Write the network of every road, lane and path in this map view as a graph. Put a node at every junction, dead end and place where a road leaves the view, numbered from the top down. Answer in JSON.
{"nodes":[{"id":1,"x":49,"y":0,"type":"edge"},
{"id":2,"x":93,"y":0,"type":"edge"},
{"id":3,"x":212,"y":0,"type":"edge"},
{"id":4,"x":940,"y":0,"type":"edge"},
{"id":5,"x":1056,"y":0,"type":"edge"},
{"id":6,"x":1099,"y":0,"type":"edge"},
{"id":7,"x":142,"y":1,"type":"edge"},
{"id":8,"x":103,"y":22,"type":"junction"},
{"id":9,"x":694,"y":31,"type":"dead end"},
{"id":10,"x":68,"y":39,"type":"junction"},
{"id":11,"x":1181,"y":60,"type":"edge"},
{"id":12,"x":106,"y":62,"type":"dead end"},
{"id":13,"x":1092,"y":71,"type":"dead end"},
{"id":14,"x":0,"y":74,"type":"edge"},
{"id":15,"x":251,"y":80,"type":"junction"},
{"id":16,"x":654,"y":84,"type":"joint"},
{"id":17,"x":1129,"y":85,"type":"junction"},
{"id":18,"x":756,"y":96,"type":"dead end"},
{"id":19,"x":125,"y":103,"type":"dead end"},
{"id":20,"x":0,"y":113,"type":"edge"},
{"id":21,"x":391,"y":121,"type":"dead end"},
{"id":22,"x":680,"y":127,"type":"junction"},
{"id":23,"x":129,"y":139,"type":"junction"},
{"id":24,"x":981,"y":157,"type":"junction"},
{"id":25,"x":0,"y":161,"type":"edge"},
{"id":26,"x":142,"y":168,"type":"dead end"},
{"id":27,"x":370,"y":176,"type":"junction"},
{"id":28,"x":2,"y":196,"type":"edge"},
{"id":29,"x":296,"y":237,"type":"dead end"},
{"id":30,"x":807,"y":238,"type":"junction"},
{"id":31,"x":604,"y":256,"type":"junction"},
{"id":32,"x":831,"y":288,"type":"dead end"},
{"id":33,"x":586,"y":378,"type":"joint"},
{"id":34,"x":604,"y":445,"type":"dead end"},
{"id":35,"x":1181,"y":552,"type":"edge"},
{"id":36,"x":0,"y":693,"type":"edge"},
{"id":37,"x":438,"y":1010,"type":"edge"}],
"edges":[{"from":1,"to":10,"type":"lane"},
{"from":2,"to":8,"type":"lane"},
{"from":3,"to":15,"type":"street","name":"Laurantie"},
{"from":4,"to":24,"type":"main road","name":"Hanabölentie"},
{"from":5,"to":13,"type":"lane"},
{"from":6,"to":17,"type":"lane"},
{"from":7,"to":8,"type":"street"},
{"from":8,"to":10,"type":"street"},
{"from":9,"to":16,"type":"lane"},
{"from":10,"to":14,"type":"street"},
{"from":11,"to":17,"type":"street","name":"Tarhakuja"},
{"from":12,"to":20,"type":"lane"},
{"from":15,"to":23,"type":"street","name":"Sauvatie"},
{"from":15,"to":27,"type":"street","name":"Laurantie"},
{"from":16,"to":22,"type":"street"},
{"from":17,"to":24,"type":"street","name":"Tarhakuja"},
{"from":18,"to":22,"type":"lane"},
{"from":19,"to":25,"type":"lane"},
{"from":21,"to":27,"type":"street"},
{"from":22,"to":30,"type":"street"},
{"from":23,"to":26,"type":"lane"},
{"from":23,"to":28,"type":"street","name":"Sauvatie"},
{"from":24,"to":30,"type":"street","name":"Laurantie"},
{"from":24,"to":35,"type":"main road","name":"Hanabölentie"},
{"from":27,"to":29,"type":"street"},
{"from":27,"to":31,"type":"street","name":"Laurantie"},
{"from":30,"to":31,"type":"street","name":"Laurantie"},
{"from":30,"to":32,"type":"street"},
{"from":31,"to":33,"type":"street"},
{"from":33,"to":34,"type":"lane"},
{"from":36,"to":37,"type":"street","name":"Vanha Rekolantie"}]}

——————————

Every line of the listing that includes "junction" must be shown.

Write the network of every road, lane and path in this map view as a graph. Put a node at every junction, dead end and place where a road leaves the view, numbered from the top down. Answer in JSON.
{"id":8,"x":103,"y":22,"type":"junction"},
{"id":10,"x":68,"y":39,"type":"junction"},
{"id":15,"x":251,"y":80,"type":"junction"},
{"id":17,"x":1129,"y":85,"type":"junction"},
{"id":22,"x":680,"y":127,"type":"junction"},
{"id":23,"x":129,"y":139,"type":"junction"},
{"id":24,"x":981,"y":157,"type":"junction"},
{"id":27,"x":370,"y":176,"type":"junction"},
{"id":30,"x":807,"y":238,"type":"junction"},
{"id":31,"x":604,"y":256,"type":"junction"},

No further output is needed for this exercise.